I’ve read about Harriet Tubman in many books new and old, but seeing her picture sent me back to the bookshelf to remind myself of her particulars. Charles L. Blockson’s 1987 book Underground Railroad gathers first-hand accounts of escaped slaves from interviews, biographies, memoirs, and newspaper accounts of the day. Blockson himself is the great-grandson of an escaped slave.

Born Araminta Ross in 1820 or 1821 in Maryland, Harriet was renamed after her mother. Unusually, her family were not separated and lived together on the Brodas plantation in Bucktown. Physically strong despite her size, Harriet said in interviews that she was often hired out to plow and drive oxen, which must certainly have helped both her muscular strength and her determined character.

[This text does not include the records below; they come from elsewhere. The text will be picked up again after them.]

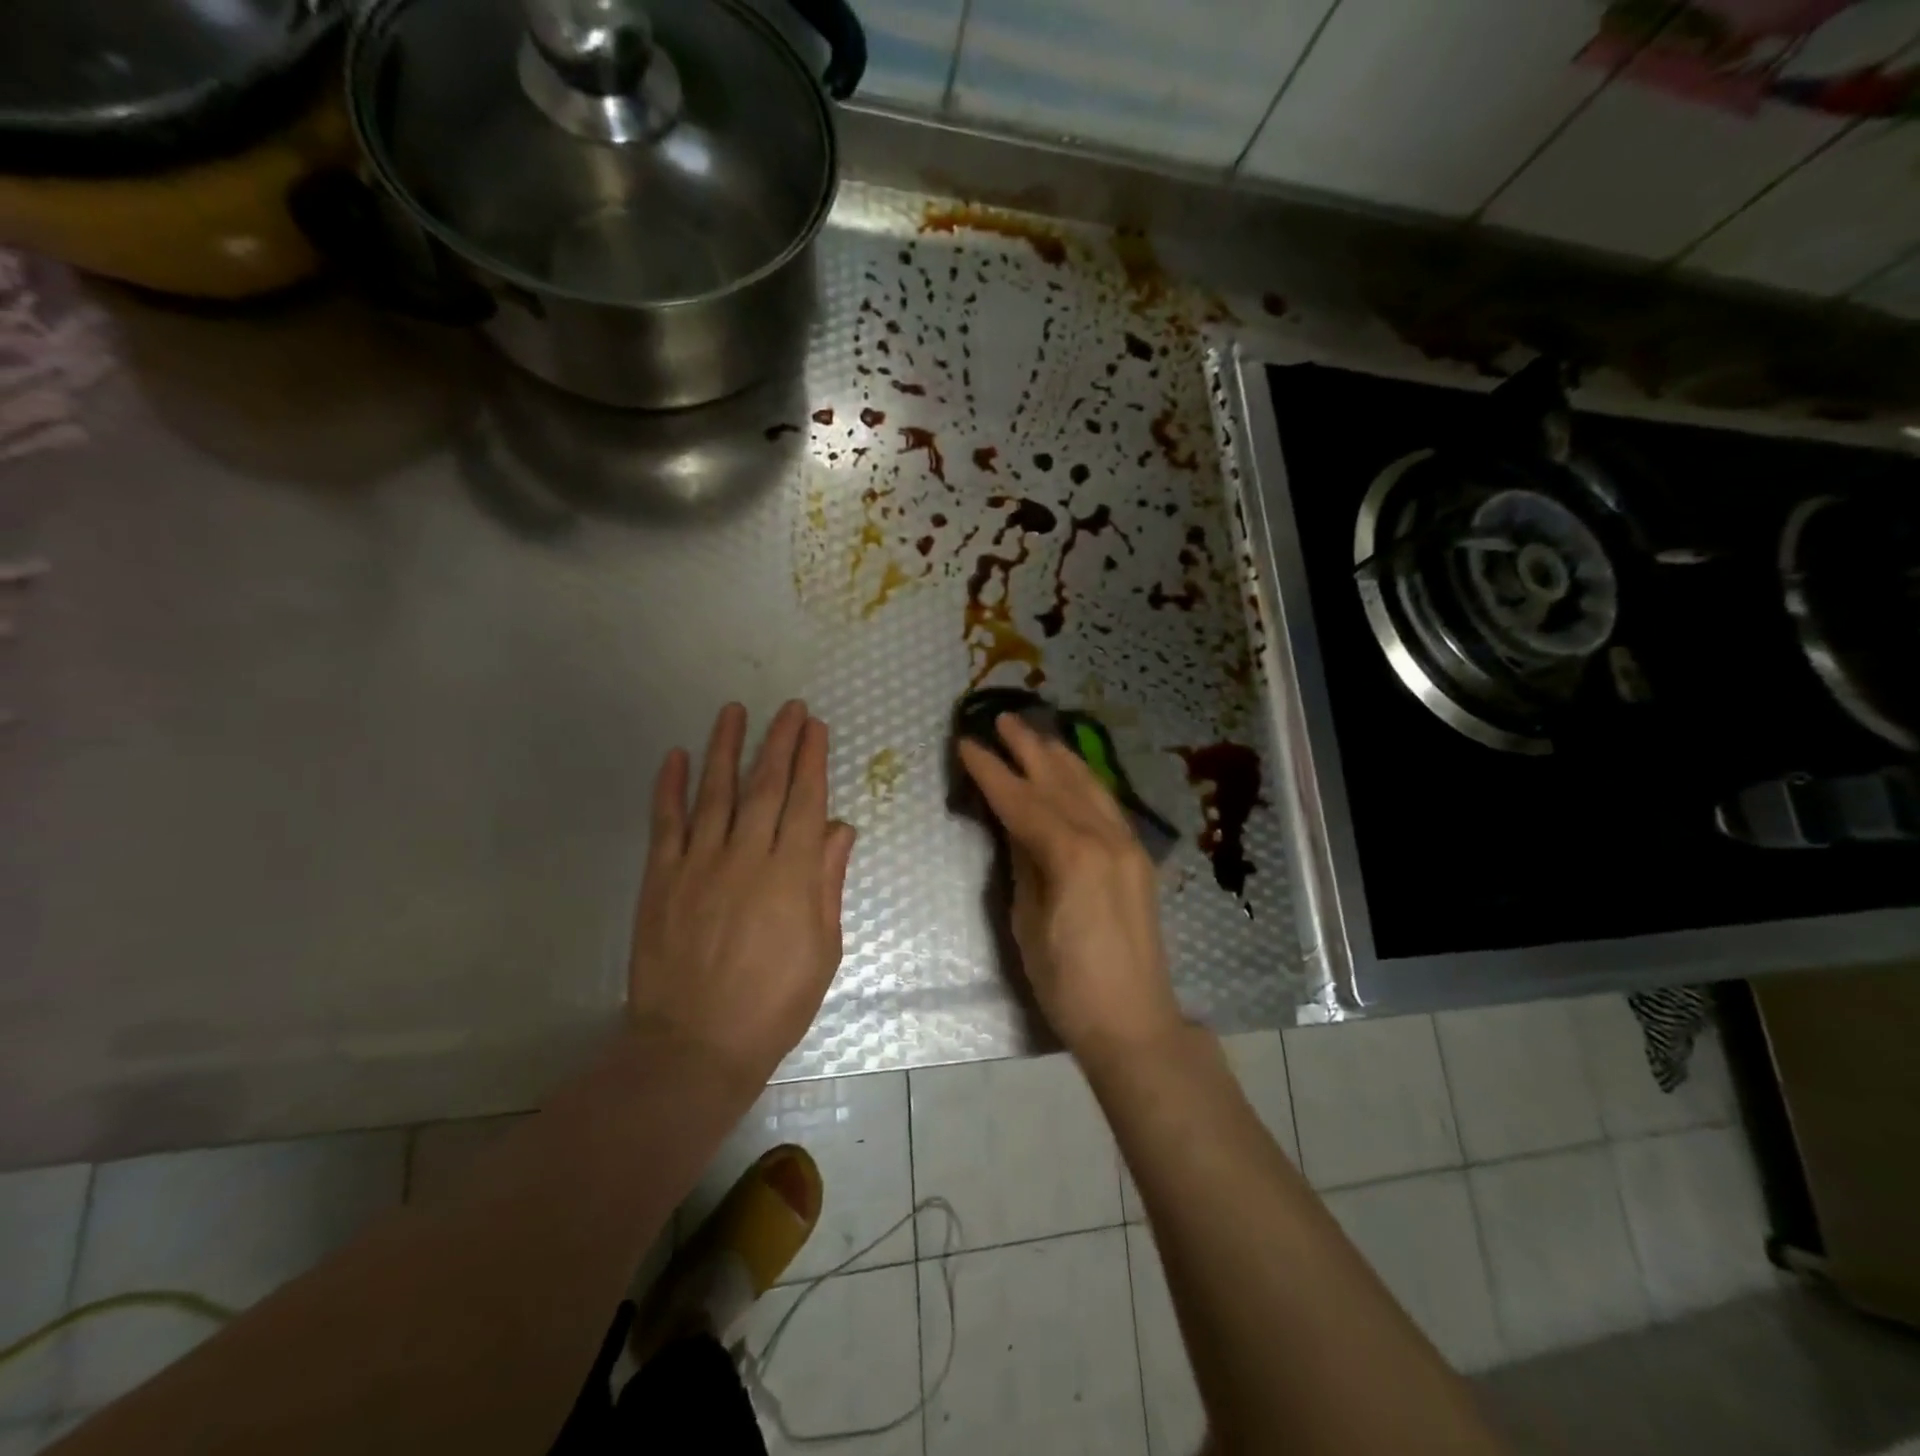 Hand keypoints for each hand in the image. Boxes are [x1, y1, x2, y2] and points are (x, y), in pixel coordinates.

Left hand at [628, 701, 857, 1089]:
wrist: (695, 1047)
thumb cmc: (774, 1004)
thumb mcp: (823, 949)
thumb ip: (828, 882)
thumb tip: (839, 829)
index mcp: (792, 873)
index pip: (806, 800)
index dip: (812, 760)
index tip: (815, 727)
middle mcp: (746, 855)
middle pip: (765, 785)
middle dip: (779, 741)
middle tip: (789, 707)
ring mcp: (699, 863)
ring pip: (714, 792)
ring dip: (725, 748)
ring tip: (733, 710)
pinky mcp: (661, 879)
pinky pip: (665, 823)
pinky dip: (669, 787)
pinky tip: (674, 757)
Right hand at [958, 714, 1182, 1062]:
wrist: (1133, 1020)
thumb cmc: (1067, 982)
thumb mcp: (1028, 922)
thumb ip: (1023, 864)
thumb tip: (1014, 827)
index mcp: (1072, 855)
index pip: (1022, 801)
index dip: (991, 772)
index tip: (967, 744)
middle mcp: (1105, 838)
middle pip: (1059, 781)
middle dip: (1028, 748)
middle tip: (1002, 719)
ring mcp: (1128, 846)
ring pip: (1089, 787)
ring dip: (1060, 758)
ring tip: (1036, 735)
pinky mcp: (1138, 858)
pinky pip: (1107, 806)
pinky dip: (1085, 782)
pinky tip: (1074, 773)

Harriet was known to have been deeply religious and to have had visions. (I have not yet found out whether these began before or after she was hit in the head by a heavy weight that missed the slave it was thrown at. James McBride uses a similar incident in his beautiful book about Maryland slaves, Song Yet Sung.) She trusted implicitly in God’s guidance, saying she was even given step-by-step divine instructions in perilous situations. She never claimed credit for herself for her heroic deeds; all the credit belonged to God.

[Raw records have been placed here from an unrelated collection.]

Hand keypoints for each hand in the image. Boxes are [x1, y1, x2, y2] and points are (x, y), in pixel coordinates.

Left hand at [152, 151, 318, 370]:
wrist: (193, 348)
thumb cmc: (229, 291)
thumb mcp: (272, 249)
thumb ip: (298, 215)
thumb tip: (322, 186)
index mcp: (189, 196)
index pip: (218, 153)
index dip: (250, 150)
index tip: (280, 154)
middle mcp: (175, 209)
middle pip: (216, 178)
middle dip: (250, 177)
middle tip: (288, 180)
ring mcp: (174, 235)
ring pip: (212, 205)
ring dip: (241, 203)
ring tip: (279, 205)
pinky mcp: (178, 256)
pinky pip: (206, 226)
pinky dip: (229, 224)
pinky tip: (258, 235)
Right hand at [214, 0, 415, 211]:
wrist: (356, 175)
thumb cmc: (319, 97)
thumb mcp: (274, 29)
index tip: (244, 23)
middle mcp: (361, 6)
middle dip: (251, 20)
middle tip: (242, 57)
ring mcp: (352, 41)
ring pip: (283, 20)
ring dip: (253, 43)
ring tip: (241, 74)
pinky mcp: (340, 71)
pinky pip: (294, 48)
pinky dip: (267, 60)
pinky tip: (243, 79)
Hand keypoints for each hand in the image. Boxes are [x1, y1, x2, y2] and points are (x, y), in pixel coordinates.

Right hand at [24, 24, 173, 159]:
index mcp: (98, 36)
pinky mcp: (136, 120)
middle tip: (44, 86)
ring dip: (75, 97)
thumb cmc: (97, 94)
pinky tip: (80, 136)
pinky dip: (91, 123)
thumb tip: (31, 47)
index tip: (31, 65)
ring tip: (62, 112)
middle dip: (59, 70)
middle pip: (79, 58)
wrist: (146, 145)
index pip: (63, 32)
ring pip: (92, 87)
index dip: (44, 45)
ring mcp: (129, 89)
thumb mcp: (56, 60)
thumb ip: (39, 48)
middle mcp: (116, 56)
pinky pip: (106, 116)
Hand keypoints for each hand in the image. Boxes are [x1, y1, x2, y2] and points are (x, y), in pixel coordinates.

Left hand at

When she made her break for freedom in 1849, Harriet had been married for five years to a free black named John Tubman. With the help of the Underground Railroad, she made it to Philadelphia where she met William Still. A black agent on the Railroad, Still wrote the first book about the U.G.R.R., as he called it.

In Philadelphia, Harriet worked as a domestic to make money to go back to Maryland and collect her parents. She eventually did so, bringing them all the way through to Canada. She tried to get her husband to come North, but he had become involved with another woman and she cut him loose.
Thomas Garrett, a white Quaker abolitionist and conductor on the Railroad, wrote to Sarah Bradford, Harriet’s first biographer, that no one Harriet escorted north was ever arrested or returned to slavery to his knowledge. He also mentions that she had an uncanny knack of coming to him for money for supplies at the exact time he had received money to be given to her, with no communication between them. The Anti-Slavery Society of Edinburgh was one of her supporters.

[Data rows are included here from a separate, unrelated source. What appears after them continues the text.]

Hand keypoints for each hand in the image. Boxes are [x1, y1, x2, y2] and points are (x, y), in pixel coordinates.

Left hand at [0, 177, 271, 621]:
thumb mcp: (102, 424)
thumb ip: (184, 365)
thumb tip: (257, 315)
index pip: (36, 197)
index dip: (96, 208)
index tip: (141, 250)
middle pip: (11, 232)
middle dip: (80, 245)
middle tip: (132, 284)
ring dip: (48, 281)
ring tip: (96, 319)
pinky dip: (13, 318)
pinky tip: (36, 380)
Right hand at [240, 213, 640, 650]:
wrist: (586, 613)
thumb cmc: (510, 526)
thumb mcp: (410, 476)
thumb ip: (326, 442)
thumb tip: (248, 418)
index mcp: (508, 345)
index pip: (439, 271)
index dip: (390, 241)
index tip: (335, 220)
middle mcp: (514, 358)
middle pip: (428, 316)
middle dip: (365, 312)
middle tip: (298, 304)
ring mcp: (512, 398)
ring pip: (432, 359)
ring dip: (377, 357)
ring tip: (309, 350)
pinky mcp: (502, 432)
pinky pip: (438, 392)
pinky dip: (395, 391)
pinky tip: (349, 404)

Harriet’s world was greatly enlarged by her activity, and Frederick Douglass and John Brown were among her colleagues and friends. In later years, she became involved with Susan B. Anthony and other of the early suffragettes.

Both Mr. Blockson’s book, and Scott Christiansen’s book, Freeing Charlie, relate an incident in the escape of a slave named Charles Nalle. He had been taken to Troy, New York, one of the hubs of the Railroad, when he was spotted by fugitive slave hunters. No one seems to know how it was that Harriet happened to be in Troy that day or even know about Nalle, but she suddenly appeared and manacled herself to him, literally pulling him out of the hands of the police.

Harriet Tubman made about 19 trips back to Maryland, trips that could have ended in her death. But her belief in her God and her mission delivered her to the ripe old age of 93. When my interest in anti-slavery efforts became renewed and I was contemplating writing this blog, I tried talking about her at my workplace at lunchtime. The only comment I received was something to the effect that she was “one ugly woman.”

What I saw when I turned the calendar page the other day was a beauty that comes from great faith, from fearlessness and from a righteousness that is transcendent. Harriet Tubman is, to me, one of the most beautiful women I’ve ever seen.